Она покровительствовала Мольеру, вдохновляла Корнеля и Расина, так же как и госпожу де Лафайет, ею восхищалась маркиза де Севинье и восторгался Ларошфуко. Она же заслужила и самую знаменитую надгробную речь.
Несколько дней спустя после ее кончины под сводами собора Парижской Богоматери раздался звучный голос Боссюэ, последнего исповедника принцессы, который возгласил, приведя в трепет не только собравшихся в пышно убранном зале придворных, но и могильные камни. «Мадам умирает! Мадам умерла!»[53]
С согласия Карла II, брата усопшей, Людовик XIV велел провести вскрытие, однако ни французские, ни английские врачи не нашли в теле следов яда.
Между тем один из лакеев в Сен-Клу позже рассказывал, что в то зловещее утро двадцать девятого июня он видел в прихожей Мадам, как маркиз д`Эффиа закрывал шкафчик, где находилась цикорная вода.
– Очень жарко! – пояснил тогда маркиз удивленному лакею. – Знаю, что здесь Мадам держит свежую воду, вот и решил напиться.
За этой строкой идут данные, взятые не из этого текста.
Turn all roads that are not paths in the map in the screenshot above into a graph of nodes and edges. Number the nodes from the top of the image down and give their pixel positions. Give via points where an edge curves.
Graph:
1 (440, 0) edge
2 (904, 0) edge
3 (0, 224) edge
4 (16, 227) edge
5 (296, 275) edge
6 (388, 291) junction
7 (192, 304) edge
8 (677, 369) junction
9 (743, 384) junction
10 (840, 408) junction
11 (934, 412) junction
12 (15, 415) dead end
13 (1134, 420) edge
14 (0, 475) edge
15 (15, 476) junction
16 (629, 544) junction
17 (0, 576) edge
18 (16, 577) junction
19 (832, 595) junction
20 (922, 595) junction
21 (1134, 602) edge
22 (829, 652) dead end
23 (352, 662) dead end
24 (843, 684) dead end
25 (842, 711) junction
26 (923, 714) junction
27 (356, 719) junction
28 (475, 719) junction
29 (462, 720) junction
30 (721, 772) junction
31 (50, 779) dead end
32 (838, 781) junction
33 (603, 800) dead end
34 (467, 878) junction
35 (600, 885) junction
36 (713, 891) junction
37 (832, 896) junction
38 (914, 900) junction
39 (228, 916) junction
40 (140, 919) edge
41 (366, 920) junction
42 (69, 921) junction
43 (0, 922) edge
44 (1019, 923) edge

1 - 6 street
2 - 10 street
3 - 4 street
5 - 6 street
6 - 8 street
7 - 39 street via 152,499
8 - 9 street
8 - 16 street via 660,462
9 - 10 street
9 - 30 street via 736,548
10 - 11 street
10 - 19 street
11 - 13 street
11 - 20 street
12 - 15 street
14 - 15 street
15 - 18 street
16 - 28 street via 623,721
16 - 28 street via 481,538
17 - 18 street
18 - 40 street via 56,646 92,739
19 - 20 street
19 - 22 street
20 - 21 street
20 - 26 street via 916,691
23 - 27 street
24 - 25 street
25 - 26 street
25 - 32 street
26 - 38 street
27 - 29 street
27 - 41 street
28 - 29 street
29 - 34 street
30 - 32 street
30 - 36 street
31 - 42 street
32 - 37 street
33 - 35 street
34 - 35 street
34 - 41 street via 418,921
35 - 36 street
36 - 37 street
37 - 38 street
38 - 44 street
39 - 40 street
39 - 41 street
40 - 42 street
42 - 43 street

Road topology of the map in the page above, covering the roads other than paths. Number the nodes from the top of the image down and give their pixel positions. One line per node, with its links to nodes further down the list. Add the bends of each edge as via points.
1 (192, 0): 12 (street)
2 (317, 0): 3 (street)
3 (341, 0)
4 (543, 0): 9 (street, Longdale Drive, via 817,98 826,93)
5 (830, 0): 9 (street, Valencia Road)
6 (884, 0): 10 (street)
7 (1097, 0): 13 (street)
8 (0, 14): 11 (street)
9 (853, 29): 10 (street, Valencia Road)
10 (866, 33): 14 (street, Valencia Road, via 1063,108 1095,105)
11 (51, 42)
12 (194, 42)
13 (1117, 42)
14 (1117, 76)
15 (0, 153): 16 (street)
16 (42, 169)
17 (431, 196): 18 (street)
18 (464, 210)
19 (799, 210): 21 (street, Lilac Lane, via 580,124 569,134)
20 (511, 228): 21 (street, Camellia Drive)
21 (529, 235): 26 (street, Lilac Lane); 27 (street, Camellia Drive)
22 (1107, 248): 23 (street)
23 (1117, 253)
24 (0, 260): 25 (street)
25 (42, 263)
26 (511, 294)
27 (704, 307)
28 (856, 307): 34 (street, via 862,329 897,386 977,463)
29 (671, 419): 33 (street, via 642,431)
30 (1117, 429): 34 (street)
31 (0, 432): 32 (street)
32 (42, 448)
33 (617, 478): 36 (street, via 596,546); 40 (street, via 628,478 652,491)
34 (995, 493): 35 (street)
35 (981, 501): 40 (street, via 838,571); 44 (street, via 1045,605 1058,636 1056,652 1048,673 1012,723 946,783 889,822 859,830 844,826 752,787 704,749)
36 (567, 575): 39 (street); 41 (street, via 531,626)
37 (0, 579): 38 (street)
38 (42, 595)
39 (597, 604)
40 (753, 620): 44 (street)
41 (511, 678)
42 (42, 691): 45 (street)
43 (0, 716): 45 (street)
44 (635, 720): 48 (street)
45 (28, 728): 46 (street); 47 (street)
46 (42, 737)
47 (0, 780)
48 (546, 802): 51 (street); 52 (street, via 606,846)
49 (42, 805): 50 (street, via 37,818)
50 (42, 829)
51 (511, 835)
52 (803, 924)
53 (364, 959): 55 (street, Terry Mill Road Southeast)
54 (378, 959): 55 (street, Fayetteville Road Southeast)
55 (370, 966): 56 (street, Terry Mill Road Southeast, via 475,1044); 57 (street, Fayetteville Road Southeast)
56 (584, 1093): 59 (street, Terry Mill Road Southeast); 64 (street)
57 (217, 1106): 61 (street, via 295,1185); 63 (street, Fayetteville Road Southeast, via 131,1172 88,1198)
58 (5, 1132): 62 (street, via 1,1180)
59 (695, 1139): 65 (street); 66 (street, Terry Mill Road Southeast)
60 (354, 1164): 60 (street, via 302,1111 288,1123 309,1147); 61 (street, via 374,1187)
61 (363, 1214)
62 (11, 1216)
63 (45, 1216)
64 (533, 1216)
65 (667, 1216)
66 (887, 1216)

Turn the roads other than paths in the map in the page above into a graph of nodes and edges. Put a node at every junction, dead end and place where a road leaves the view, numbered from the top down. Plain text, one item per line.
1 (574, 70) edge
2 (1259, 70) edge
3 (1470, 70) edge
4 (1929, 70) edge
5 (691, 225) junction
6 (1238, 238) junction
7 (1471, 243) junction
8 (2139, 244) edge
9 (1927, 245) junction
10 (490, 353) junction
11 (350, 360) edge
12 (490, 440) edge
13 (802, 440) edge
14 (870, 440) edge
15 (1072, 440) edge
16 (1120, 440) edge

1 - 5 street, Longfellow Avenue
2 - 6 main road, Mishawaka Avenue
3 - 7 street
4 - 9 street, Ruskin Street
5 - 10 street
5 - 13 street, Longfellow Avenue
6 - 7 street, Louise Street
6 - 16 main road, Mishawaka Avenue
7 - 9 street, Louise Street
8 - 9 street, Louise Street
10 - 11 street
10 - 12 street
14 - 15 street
Только и всего! Но правда ли это, что маркиз всего лишь выпил воды и не касался приготовленного стакана с цикорным напитком? Казнь маркизы де Бренвилье, состоявшаяся на Гревской площади спустя три года после смерти принцессы, станет своего рода прологом к знаменитому «делу о ядах».
Генерал галер
Бретонское побережье в летние дни полно очарования, особенно в местах, где плато прорезают узкие скалистые речные долины: в часы прилива море устремляет туда свои воды и проникает глубоко в ланды, щедро расцвеченные розовым вереском и ярко-желтым утесником.
Летом 1668 года эти цветы расцвели с небывалой пышностью, словно собирались взять штурмом замок Керуаль, находившийся неподалеку от Сен-Ренана, к неописуемой радости живущей в нем прелестной отшельницы. В замке, расположенном посреди ланд, жизнь не отличалась весельем и разнообразием. Знатности и благородства хозяевам было не занимать, а вот средств не хватало, так что Луиза-Рене де Пенанкое де Керуаль прекрасно знала, какая уготована ей судьба из-за безденежья отца: она обречена остаться старой девой, занятой исключительно заботой о близких, а потом, если жизнь в монастыре ей не придется по вкусу, будет тихо чахнуть, глядя, как море бьется о прибрежные скалы Л`Абер-Ильдю[54] и сменяются времена года, и так до конца ее дней.